Recorded information:
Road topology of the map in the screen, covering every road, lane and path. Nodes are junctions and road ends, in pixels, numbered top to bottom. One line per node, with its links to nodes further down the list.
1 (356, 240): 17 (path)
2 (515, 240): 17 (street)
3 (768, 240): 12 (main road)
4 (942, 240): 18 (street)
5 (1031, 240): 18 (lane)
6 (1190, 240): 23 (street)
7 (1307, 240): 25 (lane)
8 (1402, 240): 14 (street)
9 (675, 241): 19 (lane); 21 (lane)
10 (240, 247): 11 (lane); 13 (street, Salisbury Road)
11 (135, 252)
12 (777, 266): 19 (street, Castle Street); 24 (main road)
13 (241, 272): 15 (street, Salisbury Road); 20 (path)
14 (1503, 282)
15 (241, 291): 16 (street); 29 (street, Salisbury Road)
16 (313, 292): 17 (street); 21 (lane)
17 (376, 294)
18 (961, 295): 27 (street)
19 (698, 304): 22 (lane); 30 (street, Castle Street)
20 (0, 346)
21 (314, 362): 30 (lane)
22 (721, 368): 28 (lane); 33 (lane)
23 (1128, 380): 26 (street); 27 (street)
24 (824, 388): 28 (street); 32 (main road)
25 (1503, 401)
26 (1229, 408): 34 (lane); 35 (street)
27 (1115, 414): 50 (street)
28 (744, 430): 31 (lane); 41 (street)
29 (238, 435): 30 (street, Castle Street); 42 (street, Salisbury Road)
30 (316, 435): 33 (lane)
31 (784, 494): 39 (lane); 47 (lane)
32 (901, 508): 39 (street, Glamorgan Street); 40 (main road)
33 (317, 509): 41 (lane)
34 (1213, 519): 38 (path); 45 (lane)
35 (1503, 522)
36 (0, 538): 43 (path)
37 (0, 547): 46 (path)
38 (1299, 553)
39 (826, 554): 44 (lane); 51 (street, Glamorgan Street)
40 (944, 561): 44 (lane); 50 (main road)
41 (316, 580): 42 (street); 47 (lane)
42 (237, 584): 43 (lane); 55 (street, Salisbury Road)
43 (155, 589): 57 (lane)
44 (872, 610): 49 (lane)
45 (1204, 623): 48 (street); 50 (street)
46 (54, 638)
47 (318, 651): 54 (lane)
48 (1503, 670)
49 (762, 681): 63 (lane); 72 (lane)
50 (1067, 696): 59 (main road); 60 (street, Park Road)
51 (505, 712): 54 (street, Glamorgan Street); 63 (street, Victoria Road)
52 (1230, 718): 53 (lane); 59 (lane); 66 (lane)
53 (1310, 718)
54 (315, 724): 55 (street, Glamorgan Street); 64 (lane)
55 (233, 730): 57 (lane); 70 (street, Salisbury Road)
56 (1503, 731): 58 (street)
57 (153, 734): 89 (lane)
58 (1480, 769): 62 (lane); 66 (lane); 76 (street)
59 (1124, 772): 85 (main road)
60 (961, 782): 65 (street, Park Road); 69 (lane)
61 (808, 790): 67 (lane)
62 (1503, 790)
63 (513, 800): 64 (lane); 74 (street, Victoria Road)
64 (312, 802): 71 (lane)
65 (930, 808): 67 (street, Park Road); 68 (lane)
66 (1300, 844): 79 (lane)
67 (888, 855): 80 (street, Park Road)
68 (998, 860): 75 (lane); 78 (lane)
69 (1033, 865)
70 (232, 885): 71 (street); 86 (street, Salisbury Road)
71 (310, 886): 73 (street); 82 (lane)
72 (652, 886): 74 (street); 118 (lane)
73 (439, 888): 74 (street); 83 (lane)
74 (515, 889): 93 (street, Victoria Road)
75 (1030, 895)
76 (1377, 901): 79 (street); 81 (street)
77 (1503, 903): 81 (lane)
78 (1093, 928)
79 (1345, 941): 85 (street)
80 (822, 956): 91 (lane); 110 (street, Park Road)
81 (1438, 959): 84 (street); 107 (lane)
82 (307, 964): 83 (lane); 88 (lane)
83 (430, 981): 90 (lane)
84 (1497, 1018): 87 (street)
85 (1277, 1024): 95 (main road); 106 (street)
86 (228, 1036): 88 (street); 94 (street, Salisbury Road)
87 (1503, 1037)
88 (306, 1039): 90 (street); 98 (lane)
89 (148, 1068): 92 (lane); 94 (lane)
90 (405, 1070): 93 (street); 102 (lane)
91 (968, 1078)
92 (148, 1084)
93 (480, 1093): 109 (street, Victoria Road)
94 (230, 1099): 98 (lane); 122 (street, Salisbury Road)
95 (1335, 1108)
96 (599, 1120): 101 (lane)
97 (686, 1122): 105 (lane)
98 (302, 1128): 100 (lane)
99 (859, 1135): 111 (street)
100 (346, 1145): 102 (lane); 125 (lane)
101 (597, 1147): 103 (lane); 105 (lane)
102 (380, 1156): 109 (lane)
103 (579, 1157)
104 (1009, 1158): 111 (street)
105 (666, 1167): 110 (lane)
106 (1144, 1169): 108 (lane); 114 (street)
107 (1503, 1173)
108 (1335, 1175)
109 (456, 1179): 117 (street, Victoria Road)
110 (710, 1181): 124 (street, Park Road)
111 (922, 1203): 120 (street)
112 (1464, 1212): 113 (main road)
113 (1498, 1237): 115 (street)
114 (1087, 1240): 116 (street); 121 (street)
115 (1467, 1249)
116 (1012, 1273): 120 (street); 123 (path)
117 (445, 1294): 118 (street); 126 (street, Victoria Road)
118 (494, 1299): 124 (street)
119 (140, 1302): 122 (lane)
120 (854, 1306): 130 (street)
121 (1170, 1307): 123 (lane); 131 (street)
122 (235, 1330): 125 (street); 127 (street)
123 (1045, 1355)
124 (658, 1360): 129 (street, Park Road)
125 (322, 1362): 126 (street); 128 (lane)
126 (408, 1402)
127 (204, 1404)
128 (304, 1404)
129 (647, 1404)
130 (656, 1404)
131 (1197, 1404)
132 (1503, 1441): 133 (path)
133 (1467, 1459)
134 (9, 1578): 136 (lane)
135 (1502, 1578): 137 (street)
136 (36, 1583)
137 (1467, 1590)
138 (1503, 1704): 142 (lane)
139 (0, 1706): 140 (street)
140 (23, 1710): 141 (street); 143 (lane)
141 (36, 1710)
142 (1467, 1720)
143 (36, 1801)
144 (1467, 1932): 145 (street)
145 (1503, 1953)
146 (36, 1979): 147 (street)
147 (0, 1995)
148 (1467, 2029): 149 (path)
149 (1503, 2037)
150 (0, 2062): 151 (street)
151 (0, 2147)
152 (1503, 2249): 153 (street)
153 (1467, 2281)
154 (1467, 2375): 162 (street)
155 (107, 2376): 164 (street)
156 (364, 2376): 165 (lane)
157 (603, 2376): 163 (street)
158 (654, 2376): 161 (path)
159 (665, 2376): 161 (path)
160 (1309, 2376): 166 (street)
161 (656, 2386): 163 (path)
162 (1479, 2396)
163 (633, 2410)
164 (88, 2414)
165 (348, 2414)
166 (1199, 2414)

What to work on: Each line of the data must come back exactly as written.

Task result:
Road topology of the map in the screen, covering every road, lane and path. Nodes are junctions and road ends, in pixels, numbered top to bottom. One line per node, with its links to nodes further down the list.
1 (356, 240): 17 (path)
2 (515, 240): 17 (street)
3 (768, 240): 12 (main road)
4 (942, 240): 18 (street)
5 (1031, 240): 18 (lane)
6 (1190, 240): 23 (street)
7 (1307, 240): 25 (lane)
8 (1402, 240): 14 (street)
9 (675, 241): 19 (lane); 21 (lane)
10 (240, 247): 11 (lane); 13 (street, Salisbury Road)
11 (135, 252)
12 (777, 266): 19 (street, Castle Street); 24 (main road)
13 (241, 272): 15 (street, Salisbury Road); 20 (path)
14 (1503, 282)
15 (241, 291): 16 (street); 29 (street, Salisbury Road)
16 (313, 292): 17 (street); 21 (lane)
17 (376, 294)
18 (961, 295): 27 (street)
19 (698, 304): 22 (lane); 30 (street, Castle Street)
20 (0, 346)
21 (314, 362): 30 (lane)
22 (721, 368): 28 (lane); 33 (lane)
23 (1128, 380): 26 (street); 27 (street)
24 (824, 388): 28 (street); 32 (main road)
25 (1503, 401)
26 (1229, 408): 34 (lane); 35 (street)
27 (1115, 414): 50 (street)
28 (744, 430): 31 (lane); 41 (street)
29 (238, 435): 30 (street, Castle Street); 42 (street, Salisbury Road)
30 (316, 435): 33 (lane)
31 (784, 494): 39 (lane); 47 (lane)
32 (901, 508): 39 (street, Glamorgan Street); 40 (main road)
33 (317, 509): 41 (lane)
34 (1213, 519): 38 (path); 45 (lane)
35 (1503, 522)
36 (0, 538): 43 (path)
37 (0, 547): 46 (path)
38 (1299, 553)
39 (826, 554): 44 (lane); 51 (street, Glamorgan Street)
40 (944, 561): 44 (lane); 50 (main road)
41 (316, 580): 42 (street); 47 (lane)
42 (237, 584): 43 (lane); 55 (street, Salisbury Road)
43 (155, 589): 57 (lane)
44 (872, 610): 49 (lane)
45 (1204, 623): 48 (street); 50 (street)
46 (54, 638)
47 (318, 651): 54 (lane)
48 (1503, 670)
49 (762, 681): 63 (lane); 72 (lane)
50 (1067, 696): 59 (main road); 60 (street, Park Road)
51 (505, 712): 54 (street, Glamorgan Street); 63 (street, Victoria Road)
52 (1230, 718): 53 (lane); 59 (lane); 66 (lane)
53 (1310, 718)
54 (315, 724): 55 (street, Glamorgan Street); 64 (lane)
55 (233, 730): 57 (lane); 70 (street, Salisbury Road)
56 (1503, 731): 58 (street)
57 (153, 734): 89 (lane)
58 (1480, 769): 62 (lane); 66 (lane); 76 (street)
59 (1124, 772): 85 (main road)
60 (961, 782): 65 (street, Park Road); 69 (lane)
61 (808, 790): 67 (lane)
62 (1503, 790)
63 (513, 800): 64 (lane); 74 (street, Victoria Road)
64 (312, 802): 71 (lane)
65 (930, 808): 67 (street, Park Road); 68 (lane)
66 (1300, 844): 79 (lane)
67 (888, 855): 80 (street, Park Road)
68 (998, 860): 75 (lane); 78 (lane)
69 (1033, 865)
70 (232, 885): 71 (street); 86 (street, Salisbury Road)
71 (310, 886): 73 (street); 82 (lane)
72 (652, 886): 74 (street); 118 (lane)
73 (439, 888): 74 (street); 83 (lane)
74 (515, 889): 93 (street, Victoria Road)
75 (1030, 895)
76 (1377, 901): 79 (street); 81 (street)
77 (1503, 903): 81 (lane)
78 (1093, 928)
79 (1345, 941): 85 (street)
80 (822, 956): 91 (lane); 110 (street, Park Road)
81 (1438, 959): 84 (street); 107 (lane)
82 (307, 964): 83 (lane); 88 (lane)
83 (430, 981): 90 (lane)
84 (1497, 1018): 87 (street)
85 (1277, 1024): 95 (main road); 106 (street)
86 (228, 1036): 88 (street); 94 (street, Salisbury Road)
87 (1503, 1037)
88 (306, 1039): 90 (street); 98 (lane)
89 (148, 1068): 92 (lane); 94 (lane)
90 (405, 1070): 93 (street); 102 (lane)
91 (968, 1078)
92 (148, 1084)
93 (480, 1093): 109 (street, Victoria Road)
94 (230, 1099): 98 (lane); 122 (street, Salisbury Road)
95 (1335, 1108)
96 (599, 1120): 101 (lane)
97 (686, 1122): 105 (lane)
98 (302, 1128): 100 (lane)
99 (859, 1135): 111 (street)
100 (346, 1145): 102 (lane); 125 (lane)
101 (597, 1147): 103 (lane); 105 (lane)
102 (380, 1156): 109 (lane)
103 (579, 1157)
104 (1009, 1158): 111 (street)
105 (666, 1167): 110 (lane)
106 (1144, 1169): 108 (lane); 114 (street)
107 (1503, 1173)
108 (1335, 1175)
109 (456, 1179): 117 (street, Victoria Road)
110 (710, 1181): 124 (street, Park Road)
111 (922, 1203): 120 (street)
112 (1464, 1212): 113 (main road)
113 (1498, 1237): 115 (street)
114 (1087, 1240): 116 (street); 121 (street)
115 (1467, 1249)
116 (1012, 1273): 120 (street); 123 (path)
117 (445, 1294): 118 (street); 126 (street, Victoria Road)
118 (494, 1299): 124 (street)
119 (140, 1302): 122 (lane)
120 (854, 1306): 130 (street)
121 (1170, 1307): 123 (lane); 131 (street)
122 (235, 1330): 125 (street); 127 (street)
123 (1045, 1355)
124 (658, 1360): 129 (street, Park Road)
125 (322, 1362): 126 (street); 128 (lane)
126 (408, 1402)
127 (204, 1404)
128 (304, 1404)
129 (647, 1404)
130 (656, 1404)
131 (1197, 1404)
132 (1503, 1441): 133 (path)
133 (1467, 1459)
134 (9, 1578): 136 (lane)
135 (1502, 1578): 137 (street)
136 (36, 1583)
137 (1467, 1590)
138 (1503, 1704): 142 (lane)
139 (0, 1706): 140 (street)
140 (23, 1710): 141 (street); 143 (lane)
141 (36, 1710)
142 (1467, 1720)
143 (36, 1801)
144 (1467, 1932): 145 (street)
145 (1503, 1953)
146 (36, 1979): 147 (street)
147 (0, 1995)
148 (1467, 2029): 149 (path)
149 (1503, 2037)
150 (0, 2062): 151 (street)
151 (0, 2147)
152 (1503, 2249): 153 (street)
153 (1467, 2281)
154 (1467, 2375): 162 (street)
155 (107, 2376): 164 (street)
156 (364, 2376): 165 (lane)
157 (603, 2376): 163 (street)
158 (654, 2376): 161 (path)
159 (665, 2376): 161 (path)
160 (1309, 2376): 166 (street)
161 (656, 2386): 163 (path)
162 (1479, 2396)
163 (633, 2410)
164 (88, 2414)
165 (348, 2414)
166 (1199, 2414)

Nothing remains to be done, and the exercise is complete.